__YOUR OBJECTIVE__. From the data below, copy each line that includes the word "Ksavera".

__PROVIDED ENTRIES__.
┌──

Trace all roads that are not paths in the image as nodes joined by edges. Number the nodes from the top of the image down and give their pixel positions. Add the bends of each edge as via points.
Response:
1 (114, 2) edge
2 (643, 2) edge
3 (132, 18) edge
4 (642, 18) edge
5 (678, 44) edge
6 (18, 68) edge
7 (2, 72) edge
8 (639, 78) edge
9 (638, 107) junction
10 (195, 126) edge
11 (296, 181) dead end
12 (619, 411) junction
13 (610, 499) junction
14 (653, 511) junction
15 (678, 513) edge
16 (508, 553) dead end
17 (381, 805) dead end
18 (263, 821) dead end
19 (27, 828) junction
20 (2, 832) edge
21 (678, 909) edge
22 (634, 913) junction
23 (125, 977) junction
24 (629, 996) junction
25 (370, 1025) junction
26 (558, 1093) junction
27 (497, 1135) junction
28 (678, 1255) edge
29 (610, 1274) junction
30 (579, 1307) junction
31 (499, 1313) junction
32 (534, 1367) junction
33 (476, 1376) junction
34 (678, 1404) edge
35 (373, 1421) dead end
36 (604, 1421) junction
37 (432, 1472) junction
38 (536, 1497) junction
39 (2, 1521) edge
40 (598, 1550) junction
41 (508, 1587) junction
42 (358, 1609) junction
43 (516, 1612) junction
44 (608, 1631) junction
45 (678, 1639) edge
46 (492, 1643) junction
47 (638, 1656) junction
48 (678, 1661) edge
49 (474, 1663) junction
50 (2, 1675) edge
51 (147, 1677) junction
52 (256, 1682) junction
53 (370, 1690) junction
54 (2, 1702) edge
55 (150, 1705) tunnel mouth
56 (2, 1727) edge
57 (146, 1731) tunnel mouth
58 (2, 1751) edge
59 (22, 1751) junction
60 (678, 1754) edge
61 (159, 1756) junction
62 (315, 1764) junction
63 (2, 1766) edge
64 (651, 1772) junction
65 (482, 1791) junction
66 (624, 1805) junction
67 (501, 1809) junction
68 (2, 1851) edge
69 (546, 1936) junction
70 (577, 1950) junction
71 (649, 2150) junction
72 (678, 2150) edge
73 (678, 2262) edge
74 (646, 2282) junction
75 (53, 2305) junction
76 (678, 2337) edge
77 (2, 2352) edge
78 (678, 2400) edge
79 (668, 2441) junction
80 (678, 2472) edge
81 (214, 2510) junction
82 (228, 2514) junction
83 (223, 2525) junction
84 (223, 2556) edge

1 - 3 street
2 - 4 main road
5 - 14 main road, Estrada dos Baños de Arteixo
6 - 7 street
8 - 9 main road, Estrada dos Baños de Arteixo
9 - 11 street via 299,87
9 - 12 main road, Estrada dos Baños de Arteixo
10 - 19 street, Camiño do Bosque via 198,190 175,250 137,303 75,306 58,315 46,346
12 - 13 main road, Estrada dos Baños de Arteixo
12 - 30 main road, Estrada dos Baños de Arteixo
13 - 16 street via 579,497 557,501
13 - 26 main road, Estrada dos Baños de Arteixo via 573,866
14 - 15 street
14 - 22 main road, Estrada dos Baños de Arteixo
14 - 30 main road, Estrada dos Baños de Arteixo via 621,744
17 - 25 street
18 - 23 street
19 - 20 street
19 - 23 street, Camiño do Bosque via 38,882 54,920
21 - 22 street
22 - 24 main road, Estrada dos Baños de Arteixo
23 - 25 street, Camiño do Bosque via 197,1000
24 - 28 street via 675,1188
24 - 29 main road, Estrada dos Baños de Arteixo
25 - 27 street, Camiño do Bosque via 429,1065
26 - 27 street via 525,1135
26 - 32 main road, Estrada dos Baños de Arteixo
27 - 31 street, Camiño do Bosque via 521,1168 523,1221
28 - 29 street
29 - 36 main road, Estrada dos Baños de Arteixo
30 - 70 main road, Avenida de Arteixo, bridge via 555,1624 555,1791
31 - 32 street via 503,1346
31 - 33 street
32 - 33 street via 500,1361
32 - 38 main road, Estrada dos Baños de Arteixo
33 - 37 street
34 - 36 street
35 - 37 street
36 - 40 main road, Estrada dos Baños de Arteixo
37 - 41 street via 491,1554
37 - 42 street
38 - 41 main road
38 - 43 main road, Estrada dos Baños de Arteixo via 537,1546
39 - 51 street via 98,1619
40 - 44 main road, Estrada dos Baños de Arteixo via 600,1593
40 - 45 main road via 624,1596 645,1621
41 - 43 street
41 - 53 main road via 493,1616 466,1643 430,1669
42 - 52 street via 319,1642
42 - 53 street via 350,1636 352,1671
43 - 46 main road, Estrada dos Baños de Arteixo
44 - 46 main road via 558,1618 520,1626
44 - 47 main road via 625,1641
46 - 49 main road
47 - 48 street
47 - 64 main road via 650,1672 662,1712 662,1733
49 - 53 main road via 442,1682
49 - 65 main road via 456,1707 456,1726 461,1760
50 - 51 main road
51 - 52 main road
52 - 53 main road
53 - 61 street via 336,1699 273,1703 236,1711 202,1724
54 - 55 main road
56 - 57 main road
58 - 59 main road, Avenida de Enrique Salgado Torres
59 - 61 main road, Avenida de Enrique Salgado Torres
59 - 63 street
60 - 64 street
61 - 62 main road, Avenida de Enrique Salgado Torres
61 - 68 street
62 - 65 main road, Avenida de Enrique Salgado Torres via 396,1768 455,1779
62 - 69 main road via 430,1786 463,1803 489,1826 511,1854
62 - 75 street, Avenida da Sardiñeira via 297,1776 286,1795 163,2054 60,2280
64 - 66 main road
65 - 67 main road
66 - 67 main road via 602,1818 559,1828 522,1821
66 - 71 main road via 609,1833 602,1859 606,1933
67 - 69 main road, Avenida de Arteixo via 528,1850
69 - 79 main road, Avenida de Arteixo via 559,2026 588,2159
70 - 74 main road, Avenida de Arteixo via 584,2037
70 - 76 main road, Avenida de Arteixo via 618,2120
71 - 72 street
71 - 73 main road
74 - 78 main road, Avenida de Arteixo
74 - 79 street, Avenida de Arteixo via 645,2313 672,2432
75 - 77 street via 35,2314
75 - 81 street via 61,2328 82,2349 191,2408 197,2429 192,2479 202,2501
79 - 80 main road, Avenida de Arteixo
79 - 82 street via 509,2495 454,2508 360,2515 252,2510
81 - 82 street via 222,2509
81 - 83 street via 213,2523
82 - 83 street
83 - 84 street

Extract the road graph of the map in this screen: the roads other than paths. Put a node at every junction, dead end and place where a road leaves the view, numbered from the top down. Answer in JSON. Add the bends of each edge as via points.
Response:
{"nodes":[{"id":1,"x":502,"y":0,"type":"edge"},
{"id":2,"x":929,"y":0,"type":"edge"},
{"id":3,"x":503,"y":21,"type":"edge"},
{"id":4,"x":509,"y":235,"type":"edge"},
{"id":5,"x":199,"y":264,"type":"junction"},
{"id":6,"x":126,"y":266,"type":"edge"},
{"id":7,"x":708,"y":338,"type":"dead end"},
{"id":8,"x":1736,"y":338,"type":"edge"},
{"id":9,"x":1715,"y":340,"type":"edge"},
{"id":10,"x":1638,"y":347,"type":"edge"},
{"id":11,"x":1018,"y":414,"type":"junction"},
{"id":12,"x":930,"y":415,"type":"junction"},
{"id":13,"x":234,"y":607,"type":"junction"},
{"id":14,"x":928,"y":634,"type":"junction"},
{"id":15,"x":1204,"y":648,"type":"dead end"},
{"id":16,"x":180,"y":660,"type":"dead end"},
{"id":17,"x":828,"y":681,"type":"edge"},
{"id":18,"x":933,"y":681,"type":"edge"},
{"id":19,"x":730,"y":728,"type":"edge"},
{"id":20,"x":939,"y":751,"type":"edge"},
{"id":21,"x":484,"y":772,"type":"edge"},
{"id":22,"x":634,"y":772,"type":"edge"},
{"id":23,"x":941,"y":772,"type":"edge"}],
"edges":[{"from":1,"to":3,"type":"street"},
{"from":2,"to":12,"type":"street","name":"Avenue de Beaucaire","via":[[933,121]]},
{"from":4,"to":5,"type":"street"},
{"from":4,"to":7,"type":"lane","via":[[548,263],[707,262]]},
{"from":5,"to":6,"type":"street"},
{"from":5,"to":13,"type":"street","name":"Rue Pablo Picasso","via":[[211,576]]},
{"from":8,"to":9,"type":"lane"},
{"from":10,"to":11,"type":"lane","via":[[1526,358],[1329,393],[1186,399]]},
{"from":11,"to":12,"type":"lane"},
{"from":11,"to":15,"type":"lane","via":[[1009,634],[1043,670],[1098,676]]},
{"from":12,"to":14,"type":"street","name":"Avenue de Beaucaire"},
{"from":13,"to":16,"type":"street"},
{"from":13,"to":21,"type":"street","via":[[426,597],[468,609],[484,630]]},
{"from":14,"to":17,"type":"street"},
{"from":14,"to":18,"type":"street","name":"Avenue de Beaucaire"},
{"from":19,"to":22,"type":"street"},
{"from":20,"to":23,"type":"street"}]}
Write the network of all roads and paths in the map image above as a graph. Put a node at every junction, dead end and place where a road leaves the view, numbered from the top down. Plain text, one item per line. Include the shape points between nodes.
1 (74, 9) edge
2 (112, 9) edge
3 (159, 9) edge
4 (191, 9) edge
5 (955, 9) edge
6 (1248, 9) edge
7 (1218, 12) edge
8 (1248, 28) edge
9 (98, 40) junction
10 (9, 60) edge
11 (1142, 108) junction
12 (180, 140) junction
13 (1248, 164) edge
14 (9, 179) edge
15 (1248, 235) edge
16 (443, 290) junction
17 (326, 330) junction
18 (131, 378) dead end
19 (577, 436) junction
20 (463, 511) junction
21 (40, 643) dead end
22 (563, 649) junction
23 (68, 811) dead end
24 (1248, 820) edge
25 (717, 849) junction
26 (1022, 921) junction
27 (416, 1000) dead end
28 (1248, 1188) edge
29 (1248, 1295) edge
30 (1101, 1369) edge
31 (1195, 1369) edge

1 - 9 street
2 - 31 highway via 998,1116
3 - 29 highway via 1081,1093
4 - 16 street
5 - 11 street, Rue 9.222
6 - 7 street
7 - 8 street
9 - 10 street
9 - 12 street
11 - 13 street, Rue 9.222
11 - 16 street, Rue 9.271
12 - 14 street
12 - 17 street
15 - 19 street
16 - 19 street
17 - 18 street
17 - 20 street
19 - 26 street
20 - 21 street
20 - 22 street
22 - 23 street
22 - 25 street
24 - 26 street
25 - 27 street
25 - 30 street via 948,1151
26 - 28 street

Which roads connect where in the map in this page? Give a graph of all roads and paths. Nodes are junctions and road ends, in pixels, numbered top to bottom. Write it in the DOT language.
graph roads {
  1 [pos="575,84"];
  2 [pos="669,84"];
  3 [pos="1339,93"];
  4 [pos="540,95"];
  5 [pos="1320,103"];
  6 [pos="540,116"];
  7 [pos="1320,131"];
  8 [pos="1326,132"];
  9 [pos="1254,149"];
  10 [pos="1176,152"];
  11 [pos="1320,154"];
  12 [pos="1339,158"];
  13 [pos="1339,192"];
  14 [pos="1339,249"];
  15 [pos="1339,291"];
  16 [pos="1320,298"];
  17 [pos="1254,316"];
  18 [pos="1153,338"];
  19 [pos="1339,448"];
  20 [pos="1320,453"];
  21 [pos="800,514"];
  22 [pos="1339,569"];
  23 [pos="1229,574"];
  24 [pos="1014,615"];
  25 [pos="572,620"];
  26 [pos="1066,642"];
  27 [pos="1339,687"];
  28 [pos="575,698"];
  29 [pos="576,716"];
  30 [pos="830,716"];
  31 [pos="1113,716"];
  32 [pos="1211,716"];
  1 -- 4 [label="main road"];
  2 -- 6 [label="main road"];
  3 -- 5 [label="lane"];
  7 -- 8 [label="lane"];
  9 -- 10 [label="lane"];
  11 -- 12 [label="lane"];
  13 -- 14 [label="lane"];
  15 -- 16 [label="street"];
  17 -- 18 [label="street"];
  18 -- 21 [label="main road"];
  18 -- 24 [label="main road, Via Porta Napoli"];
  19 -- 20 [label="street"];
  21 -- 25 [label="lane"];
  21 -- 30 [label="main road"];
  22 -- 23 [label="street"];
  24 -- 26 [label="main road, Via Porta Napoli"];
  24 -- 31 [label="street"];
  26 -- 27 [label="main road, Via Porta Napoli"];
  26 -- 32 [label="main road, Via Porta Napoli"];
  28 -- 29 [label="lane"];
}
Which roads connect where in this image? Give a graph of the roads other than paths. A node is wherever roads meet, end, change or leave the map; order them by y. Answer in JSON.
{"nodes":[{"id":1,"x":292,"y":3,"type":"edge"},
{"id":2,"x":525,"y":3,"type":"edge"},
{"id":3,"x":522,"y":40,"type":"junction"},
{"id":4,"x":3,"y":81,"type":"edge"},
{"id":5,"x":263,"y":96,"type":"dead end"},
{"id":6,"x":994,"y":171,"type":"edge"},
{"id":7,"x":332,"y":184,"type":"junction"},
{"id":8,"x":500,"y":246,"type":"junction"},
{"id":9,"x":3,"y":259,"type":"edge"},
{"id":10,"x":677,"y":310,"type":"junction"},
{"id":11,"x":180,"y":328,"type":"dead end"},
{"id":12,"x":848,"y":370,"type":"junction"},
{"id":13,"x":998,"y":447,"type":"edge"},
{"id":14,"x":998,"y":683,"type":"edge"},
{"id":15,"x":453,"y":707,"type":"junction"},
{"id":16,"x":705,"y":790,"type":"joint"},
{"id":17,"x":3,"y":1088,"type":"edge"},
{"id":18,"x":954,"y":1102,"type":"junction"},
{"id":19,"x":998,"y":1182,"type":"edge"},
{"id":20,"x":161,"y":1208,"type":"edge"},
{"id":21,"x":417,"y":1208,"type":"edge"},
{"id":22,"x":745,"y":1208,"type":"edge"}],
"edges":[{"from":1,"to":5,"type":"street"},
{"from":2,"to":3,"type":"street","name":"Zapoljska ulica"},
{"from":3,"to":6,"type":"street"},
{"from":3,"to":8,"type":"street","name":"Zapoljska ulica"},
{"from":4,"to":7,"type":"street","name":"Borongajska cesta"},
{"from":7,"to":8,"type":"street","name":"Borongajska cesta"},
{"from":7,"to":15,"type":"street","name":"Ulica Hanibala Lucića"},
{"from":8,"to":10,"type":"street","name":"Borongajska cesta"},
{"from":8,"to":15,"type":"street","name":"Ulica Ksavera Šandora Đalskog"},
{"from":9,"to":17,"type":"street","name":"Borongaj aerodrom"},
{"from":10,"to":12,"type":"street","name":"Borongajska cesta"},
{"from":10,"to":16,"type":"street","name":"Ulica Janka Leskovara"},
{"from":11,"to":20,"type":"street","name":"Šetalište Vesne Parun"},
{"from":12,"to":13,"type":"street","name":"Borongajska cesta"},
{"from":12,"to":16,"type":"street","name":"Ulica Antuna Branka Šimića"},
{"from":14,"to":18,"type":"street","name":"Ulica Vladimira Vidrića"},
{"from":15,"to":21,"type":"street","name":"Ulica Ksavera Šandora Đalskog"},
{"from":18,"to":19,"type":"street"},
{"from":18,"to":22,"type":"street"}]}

└──

__COMPLETED EXERCISE__.
{"from":8,"to":15,"type":"street","name":"Ulica Ksavera Šandora Đalskog"},
{"from":15,"to":21,"type":"street","name":"Ulica Ksavera Šandora Đalskog"},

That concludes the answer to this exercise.